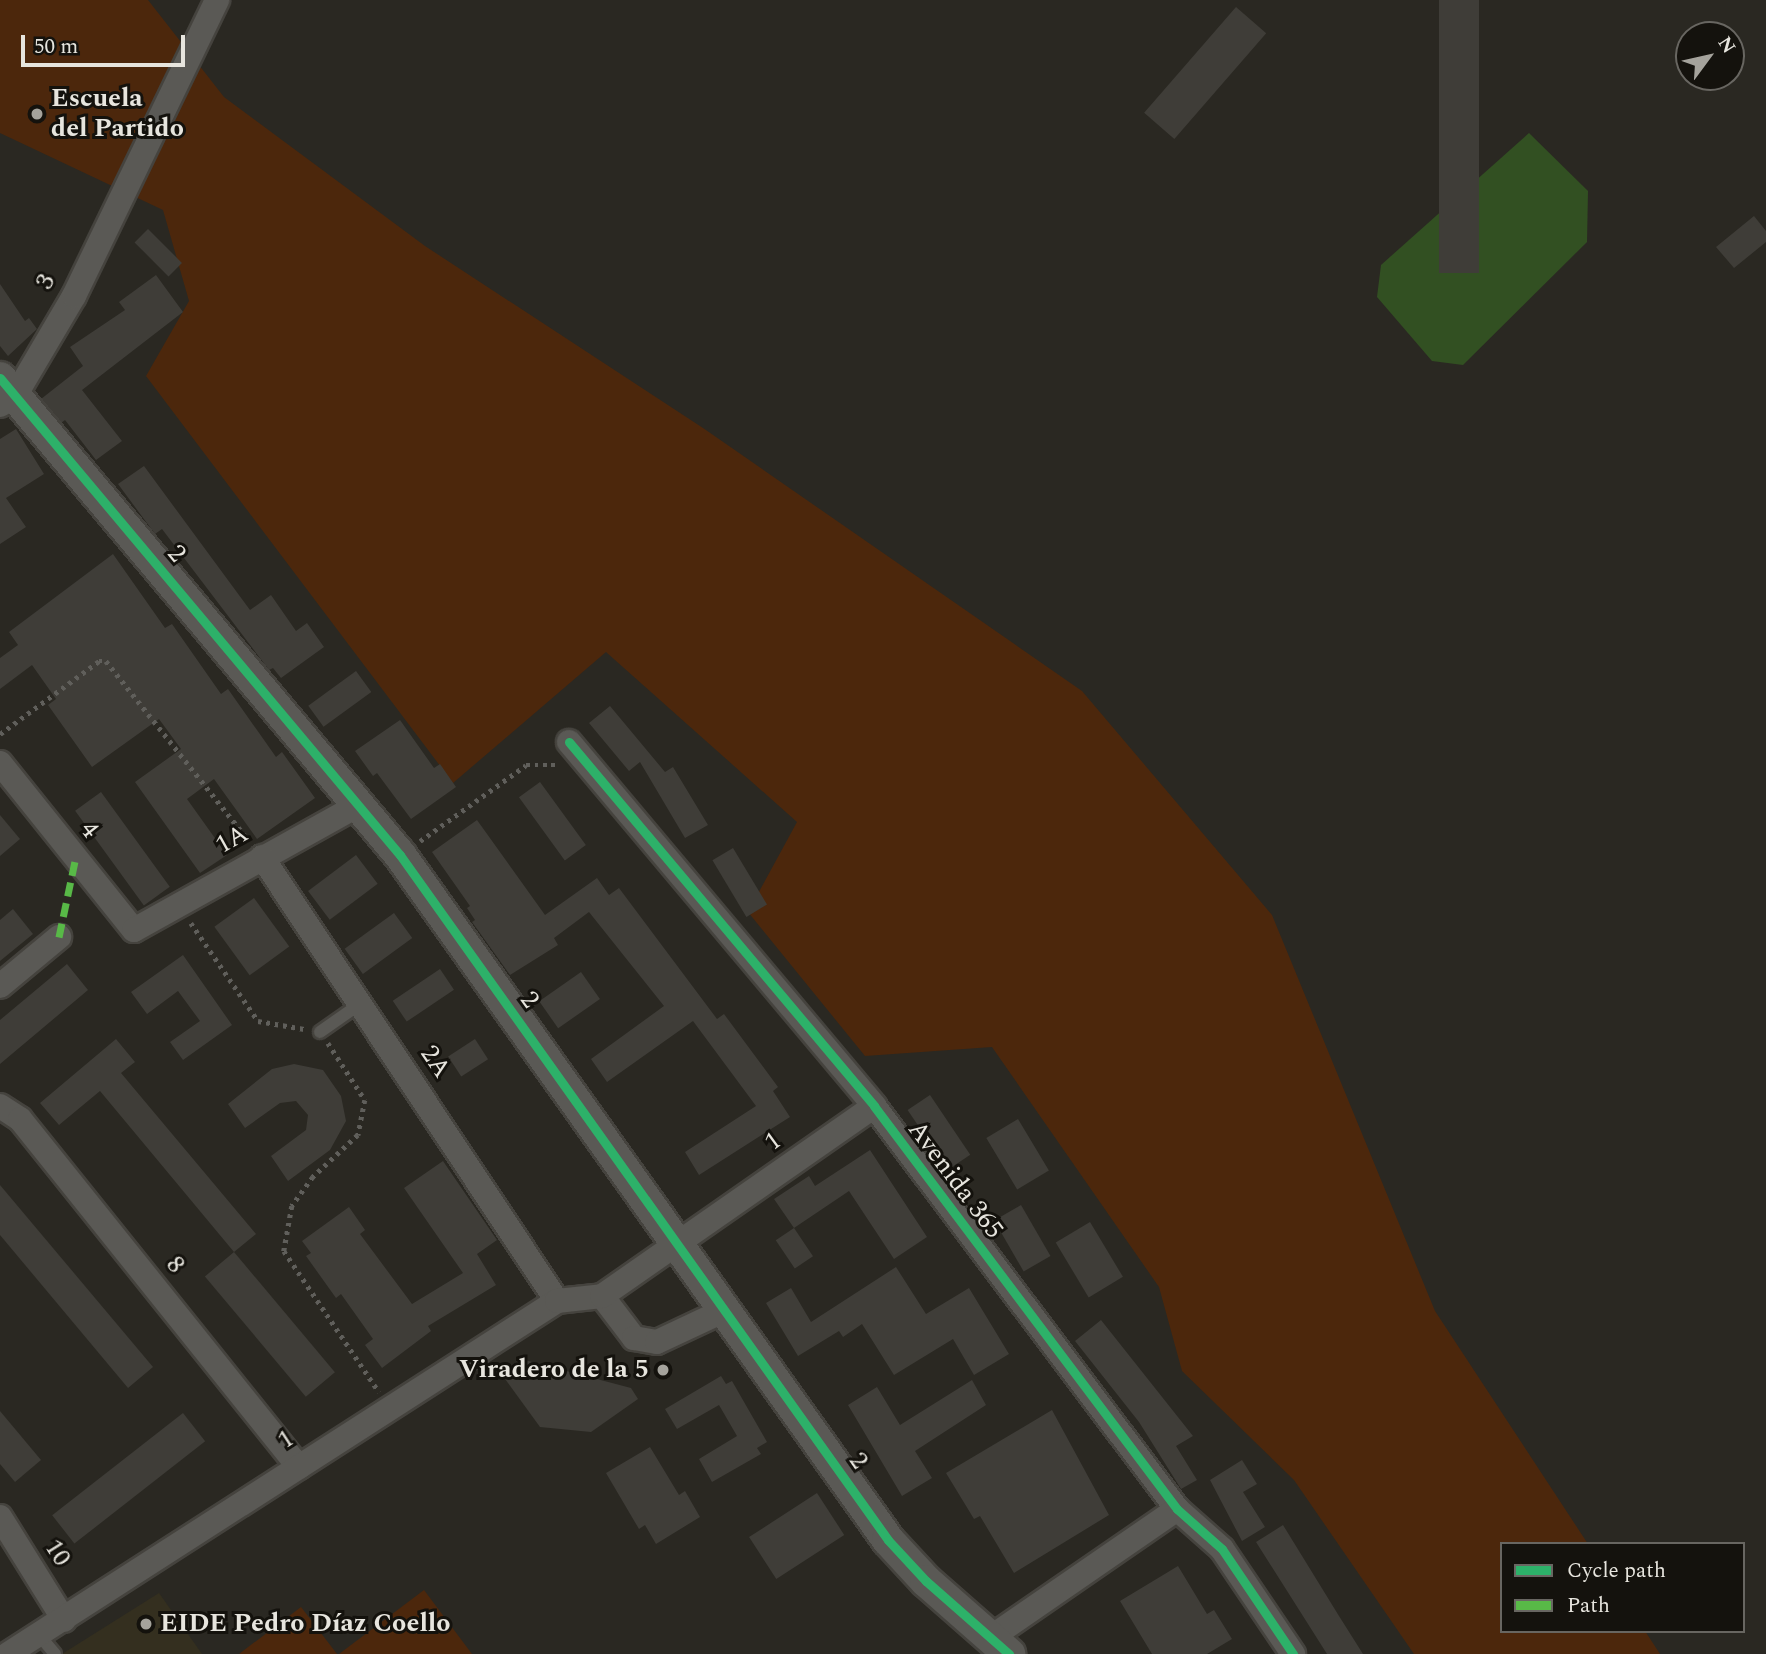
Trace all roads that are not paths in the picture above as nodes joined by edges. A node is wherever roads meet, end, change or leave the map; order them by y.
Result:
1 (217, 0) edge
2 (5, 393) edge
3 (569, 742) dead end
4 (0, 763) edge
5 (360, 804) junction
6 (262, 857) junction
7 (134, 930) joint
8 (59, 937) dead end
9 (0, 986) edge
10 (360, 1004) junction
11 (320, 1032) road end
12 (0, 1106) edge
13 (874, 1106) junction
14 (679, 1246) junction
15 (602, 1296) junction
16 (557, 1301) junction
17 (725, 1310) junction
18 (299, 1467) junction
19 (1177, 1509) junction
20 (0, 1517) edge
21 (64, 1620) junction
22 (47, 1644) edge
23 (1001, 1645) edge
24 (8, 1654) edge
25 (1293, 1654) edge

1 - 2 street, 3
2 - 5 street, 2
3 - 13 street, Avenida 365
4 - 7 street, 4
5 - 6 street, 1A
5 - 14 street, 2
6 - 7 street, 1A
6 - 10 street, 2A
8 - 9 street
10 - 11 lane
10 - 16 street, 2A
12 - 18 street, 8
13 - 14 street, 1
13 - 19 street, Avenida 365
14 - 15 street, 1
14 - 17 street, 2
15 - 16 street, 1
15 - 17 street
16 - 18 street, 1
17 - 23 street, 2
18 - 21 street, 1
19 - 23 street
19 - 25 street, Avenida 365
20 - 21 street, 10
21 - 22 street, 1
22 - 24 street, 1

> _Your objective_:
What is needed is a verbatim copy of the entries, leaving out any pictures.

> _Task output_:
Trace all roads that are not paths in the picture above as nodes joined by edges. A node is wherever roads meet, end, change or leave the map; order them by y.
Result:
1 (217, 0) edge
2 (5, 393) edge
3 (569, 742) dead end
4 (0, 763) edge
5 (360, 804) junction
6 (262, 857) junction
7 (134, 930) joint
8 (59, 937) dead end
9 (0, 986) edge
10 (360, 1004) junction
11 (320, 1032) road end
12 (0, 1106) edge
13 (874, 1106) junction
14 (679, 1246) junction
15 (602, 1296) junction
16 (557, 1301) junction
17 (725, 1310) junction
18 (299, 1467) junction
19 (1177, 1509) junction
20 (0, 1517) edge
21 (64, 1620) junction
22 (47, 1644) edge
23 (1001, 1645) edge
24 (8, 1654) edge
25 (1293, 1654) edge

1 - 2 street, 3
2 - 5 street, 2
3 - 13 street, Avenida 365
4 - 7 street, 4
5 - 6 street, 1A
5 - 14 street, 2
6 - 7 street, 1A
6 - 10 street, 2A
8 - 9 street
10 - 11 lane
10 - 16 street, 2A
12 - 18 street, 8
13 - 14 street, 1
13 - 19 street, Avenida 365
14 - 15 street, 1
14 - 17 street, 2
15 - 16 street, 1
15 - 17 street
16 - 18 street, 1
17 - 23 street, 2
18 - 21 street, 1
19 - 23 street
19 - 25 street, Avenida 365
20 - 21 street, 10
21 - 22 street, 1
22 - 24 street, 1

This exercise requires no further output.